Les benchmarks : entre ambition et réalité silicium
C’est là que les choses se compliquent. Lisuan annonce 26 800 points en 3DMark Fire Strike et 111 290 points en Geekbench 6 OpenCL — soit environ 10% de mieux que la RTX 4060 sur ce dernier test. Impressionnant sur le papier, d’autant que la carte affiche des framerates stables au-dessus de 70 fps sur Black Myth: Wukong en 4K qualité haute selon les données constructeur.
Sauf que les analystes indépendants racontent une autre histoire. TrendForce, après avoir croisé les résultats Geekbench disponibles publiquement, place les performances réelles bien en-dessous des annonces — davantage dans la cour d’anciens GPU comme la GTX 660 Ti que d’une RTX 4060. Les tests Reddit vont dans le même sens : en estimant la taille du die à partir des photos officielles, plusieurs ingénieurs concluent à une architecture plus proche de RDNA 2 que de l’Ada Lovelace de Nvidia.
Anecdote révélatrice : Intel a vécu exactement le même scénario avec ses GPU Arc Alchemist en 2022 — des benchmarks synthétiques flatteurs, puis une déception à l’usage due à des drivers immatures. Lisuan devra éviter ce piège.
L’angle IA : le vrai atout de la gamme pro
Au-delà du GPU gaming, Lisuan mise fort sur les applications d’inférence IA avec sa gamme professionnelle. Les variantes LX Ultra et LX Pro embarquent chacune 24 Go de mémoire ECC GDDR6, conçues pour les stations de travail et les serveurs. La LX Max se positionne en entrée de gamme pro avec 12 Go.
Lisuan met en avant la compatibilité native avec DeepSeek 14B et Qwen3 32B, deux grands modèles de langage développés en Chine. Dans un contexte où les exportations de H100 et H800 Nvidia sont bloquées par les sanctions américaines, la demande domestique pour des puces d’inférence locale est réelle — et croissante. Ce positionnement IA pourrait s’avérer plus stratégique à court terme que le marché gaming lui-même.
La route vers le marché : un million d’unités, vraiment ?

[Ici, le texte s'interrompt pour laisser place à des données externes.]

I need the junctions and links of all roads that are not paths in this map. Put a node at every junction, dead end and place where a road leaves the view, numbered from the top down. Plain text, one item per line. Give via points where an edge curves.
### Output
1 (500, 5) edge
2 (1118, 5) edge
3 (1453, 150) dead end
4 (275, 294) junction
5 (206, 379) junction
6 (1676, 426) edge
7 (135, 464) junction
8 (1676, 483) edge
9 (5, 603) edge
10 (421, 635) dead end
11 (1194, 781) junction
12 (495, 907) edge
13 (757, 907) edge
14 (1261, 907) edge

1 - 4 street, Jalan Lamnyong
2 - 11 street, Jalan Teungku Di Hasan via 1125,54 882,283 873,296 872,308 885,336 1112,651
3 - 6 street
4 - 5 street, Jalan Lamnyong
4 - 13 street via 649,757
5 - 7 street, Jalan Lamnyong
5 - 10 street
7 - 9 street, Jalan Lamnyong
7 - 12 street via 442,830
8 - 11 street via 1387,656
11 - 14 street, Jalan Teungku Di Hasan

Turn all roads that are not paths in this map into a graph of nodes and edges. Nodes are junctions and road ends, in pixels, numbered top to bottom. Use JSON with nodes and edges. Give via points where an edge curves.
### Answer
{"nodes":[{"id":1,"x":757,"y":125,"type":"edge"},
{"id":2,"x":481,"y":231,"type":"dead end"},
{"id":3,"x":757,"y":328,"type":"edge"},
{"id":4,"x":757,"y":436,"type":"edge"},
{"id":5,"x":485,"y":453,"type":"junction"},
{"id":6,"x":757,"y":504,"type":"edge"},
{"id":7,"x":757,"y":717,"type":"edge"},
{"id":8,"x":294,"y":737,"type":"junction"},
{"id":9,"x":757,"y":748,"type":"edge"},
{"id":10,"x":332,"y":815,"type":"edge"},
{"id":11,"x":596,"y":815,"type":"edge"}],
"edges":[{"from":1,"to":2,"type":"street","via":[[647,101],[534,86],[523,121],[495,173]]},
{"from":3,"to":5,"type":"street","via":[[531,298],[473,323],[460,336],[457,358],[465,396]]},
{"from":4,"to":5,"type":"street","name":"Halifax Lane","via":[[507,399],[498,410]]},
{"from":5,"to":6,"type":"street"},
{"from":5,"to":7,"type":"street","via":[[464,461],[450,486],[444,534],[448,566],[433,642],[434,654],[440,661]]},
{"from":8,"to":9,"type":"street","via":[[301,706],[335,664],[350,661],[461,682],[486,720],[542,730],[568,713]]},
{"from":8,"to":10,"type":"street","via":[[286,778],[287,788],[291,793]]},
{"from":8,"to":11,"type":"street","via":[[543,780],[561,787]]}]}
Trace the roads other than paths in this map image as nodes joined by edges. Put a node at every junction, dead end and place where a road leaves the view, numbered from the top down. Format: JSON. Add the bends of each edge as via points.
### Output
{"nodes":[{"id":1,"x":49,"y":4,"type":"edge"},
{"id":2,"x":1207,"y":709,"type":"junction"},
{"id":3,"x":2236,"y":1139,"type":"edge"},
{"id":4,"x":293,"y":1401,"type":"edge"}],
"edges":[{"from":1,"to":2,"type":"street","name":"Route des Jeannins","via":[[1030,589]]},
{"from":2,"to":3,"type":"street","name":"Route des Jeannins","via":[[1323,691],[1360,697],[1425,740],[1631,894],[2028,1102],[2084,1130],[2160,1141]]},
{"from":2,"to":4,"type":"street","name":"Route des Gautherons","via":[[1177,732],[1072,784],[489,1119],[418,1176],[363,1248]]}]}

La série G100 est en production de masse depuis septembre 2025 sur le procédé N6 de TSMC, avec les premières livraisons sorties fin 2025 selon Tom’s Hardware. Lisuan vise un million d’unités par an sur l’ensemble de la gamme — gaming, IA et rendu 3D confondus. C’est ambitieux. Très ambitieux pour une start-up qui n’avait pas de produit commercialisé il y a dix-huit mois.
Les prix n’ont toujours pas été annoncés, et c’est précisément là que tout va se jouer. Pour convaincre les joueurs chinois de laisser de côté les marques établies, un GPU chinois gaming devra afficher un rapport performance/prix difficile à ignorer. Si la carte tourne à 1 500 yuans (~190 €), le débat est ouvert. Si elle dépasse le prix d’une RTX 5060, la conversation s’arrête là.
Le 17 mars, date d’ouverture des précommandes, sera le premier vrai test de marché.